Sounds like she's going to be a good one. Just let her hunt, keep your mouth shut and your finger off the hot collar button. She'll be fine.


----------



## xxxxxxBirdDogger (Mar 7, 2008)

TEX nailed it. I would also add that taking the dog out a few times a year right before or during hunting season will guarantee that you won't have the dog you want. It takes maturity and many bird contacts before the lights turn on.


----------



## TAK (Sep 9, 2007)

Just keep doing what you have.... I take dogs in and most times the first week is just like you have said. Build a bond of some sort and then get to work! Keep taking them walks, but only call her when you need her. Other than that say nothing....
Once she is back ranging for ya and you want a direction change, let her know by singing her name. Once she goes that way say nothing again and maybe a little praise.... Ya want some comeback but not to much, no need for a Yo-yo....

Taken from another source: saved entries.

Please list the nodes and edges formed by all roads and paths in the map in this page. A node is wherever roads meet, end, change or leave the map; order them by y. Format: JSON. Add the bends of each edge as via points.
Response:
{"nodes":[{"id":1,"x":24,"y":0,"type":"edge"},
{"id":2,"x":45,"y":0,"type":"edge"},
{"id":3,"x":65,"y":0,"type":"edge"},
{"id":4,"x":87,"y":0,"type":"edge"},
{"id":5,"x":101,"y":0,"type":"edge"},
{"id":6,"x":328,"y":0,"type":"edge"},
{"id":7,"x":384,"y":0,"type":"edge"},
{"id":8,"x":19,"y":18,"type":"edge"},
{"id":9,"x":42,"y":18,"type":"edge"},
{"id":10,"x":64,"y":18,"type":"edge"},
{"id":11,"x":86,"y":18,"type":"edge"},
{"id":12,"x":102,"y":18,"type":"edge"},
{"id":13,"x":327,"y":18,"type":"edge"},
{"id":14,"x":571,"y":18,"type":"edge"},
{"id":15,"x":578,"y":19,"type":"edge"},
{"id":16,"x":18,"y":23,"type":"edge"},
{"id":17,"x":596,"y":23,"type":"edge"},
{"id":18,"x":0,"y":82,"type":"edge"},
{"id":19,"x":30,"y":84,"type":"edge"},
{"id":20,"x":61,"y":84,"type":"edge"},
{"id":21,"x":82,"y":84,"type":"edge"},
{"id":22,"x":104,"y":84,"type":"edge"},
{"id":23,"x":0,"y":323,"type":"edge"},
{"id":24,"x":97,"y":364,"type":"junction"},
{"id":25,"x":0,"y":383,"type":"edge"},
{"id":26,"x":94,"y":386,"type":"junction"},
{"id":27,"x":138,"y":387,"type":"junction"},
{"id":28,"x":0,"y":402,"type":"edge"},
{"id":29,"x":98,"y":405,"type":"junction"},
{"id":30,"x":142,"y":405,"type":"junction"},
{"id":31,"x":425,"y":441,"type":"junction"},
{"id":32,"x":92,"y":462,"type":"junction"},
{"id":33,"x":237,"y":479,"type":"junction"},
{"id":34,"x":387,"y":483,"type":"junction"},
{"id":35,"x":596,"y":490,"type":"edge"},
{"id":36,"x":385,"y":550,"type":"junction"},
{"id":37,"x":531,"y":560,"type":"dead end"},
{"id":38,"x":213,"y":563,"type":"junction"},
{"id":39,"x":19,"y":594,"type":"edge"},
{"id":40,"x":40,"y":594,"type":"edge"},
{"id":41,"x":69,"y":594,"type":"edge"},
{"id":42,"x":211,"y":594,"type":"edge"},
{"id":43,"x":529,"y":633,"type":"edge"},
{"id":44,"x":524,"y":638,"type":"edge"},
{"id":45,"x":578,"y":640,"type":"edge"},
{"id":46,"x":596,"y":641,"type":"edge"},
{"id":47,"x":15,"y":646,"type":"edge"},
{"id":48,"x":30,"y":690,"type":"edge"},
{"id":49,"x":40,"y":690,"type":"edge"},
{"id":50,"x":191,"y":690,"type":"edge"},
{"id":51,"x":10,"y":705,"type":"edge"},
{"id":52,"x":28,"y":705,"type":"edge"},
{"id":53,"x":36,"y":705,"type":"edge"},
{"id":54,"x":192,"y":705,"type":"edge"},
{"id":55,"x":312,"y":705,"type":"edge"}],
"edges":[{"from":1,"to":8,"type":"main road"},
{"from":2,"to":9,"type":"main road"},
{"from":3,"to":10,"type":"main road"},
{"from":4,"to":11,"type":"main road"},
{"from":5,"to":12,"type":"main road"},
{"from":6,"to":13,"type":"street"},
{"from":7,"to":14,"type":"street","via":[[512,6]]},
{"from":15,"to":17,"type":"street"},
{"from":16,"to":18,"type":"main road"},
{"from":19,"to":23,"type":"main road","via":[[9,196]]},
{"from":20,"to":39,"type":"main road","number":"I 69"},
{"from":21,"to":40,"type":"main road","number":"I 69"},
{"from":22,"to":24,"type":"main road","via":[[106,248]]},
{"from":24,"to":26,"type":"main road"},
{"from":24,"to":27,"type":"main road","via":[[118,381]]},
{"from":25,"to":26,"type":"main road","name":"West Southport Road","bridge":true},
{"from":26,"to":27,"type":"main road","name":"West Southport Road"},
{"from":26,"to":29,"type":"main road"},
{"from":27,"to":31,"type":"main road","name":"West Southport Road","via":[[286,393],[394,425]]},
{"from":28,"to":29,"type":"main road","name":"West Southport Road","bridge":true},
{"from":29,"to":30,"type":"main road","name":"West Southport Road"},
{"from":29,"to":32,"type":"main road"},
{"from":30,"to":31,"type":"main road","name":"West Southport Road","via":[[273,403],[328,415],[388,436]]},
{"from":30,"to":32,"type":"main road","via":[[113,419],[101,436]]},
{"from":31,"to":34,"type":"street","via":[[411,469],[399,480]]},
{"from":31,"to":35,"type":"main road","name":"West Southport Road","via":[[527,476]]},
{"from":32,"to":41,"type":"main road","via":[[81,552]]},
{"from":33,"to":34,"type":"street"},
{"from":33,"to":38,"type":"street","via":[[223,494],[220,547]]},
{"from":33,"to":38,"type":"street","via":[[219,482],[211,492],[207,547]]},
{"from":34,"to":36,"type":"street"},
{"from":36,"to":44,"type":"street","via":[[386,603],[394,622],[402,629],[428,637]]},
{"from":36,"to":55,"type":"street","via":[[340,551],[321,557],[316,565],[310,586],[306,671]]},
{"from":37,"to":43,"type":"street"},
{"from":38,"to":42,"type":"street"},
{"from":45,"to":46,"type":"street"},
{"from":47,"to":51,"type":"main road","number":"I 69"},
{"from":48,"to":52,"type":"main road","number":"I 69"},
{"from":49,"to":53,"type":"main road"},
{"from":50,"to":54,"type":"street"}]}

Chances are your going to have a much more bold dog in a few weeks. I live by the collar and work many of dogs this way. I go out with a collar on and let the dog roam and find birds. If it points them great, if not I tap the collar once the bird is put in the air by the dog. This takes the chase out of the dog, and soon it will bring them to pointing the birds.

Most dogs are going to start pointing around this age for a short time, then they are going to try and take the bird out. Some dogs will start to stay on point much longer and others are going to try and catch the bird. Timing is important. 

Also I am only tapping the collar on a low setting, just enough the dog is feeling it.


----------



## uthunter (Oct 29, 2009)

Thanks for the feedback guys...I will keep working her. I know she is young and time will make a big change as she gets older. I was just wondering if this was a common problem. I probably do talk to her too much and need to just let her do her thing. Thanks again guys.

Here is Penny...


----------



## TAK (Sep 9, 2007)

My first bird dog was a Brit, had a lot of them before GSP's Still love a Brit and they are some of the smartest dogs out there!
Lots of time with them and they will do what your thinking without a word!


----------



## cwp (Nov 25, 2007)

I hunt over 2 brittanys and have my whole life. I have a 2 year old that is starting to catch on. My 4 year old is a great dog to hunt over. The more birds the better off they are, that is what I have found to be the biggest challenge. Both finding the time to train them and finding the birds to train them with without spending a fortune for them.


----------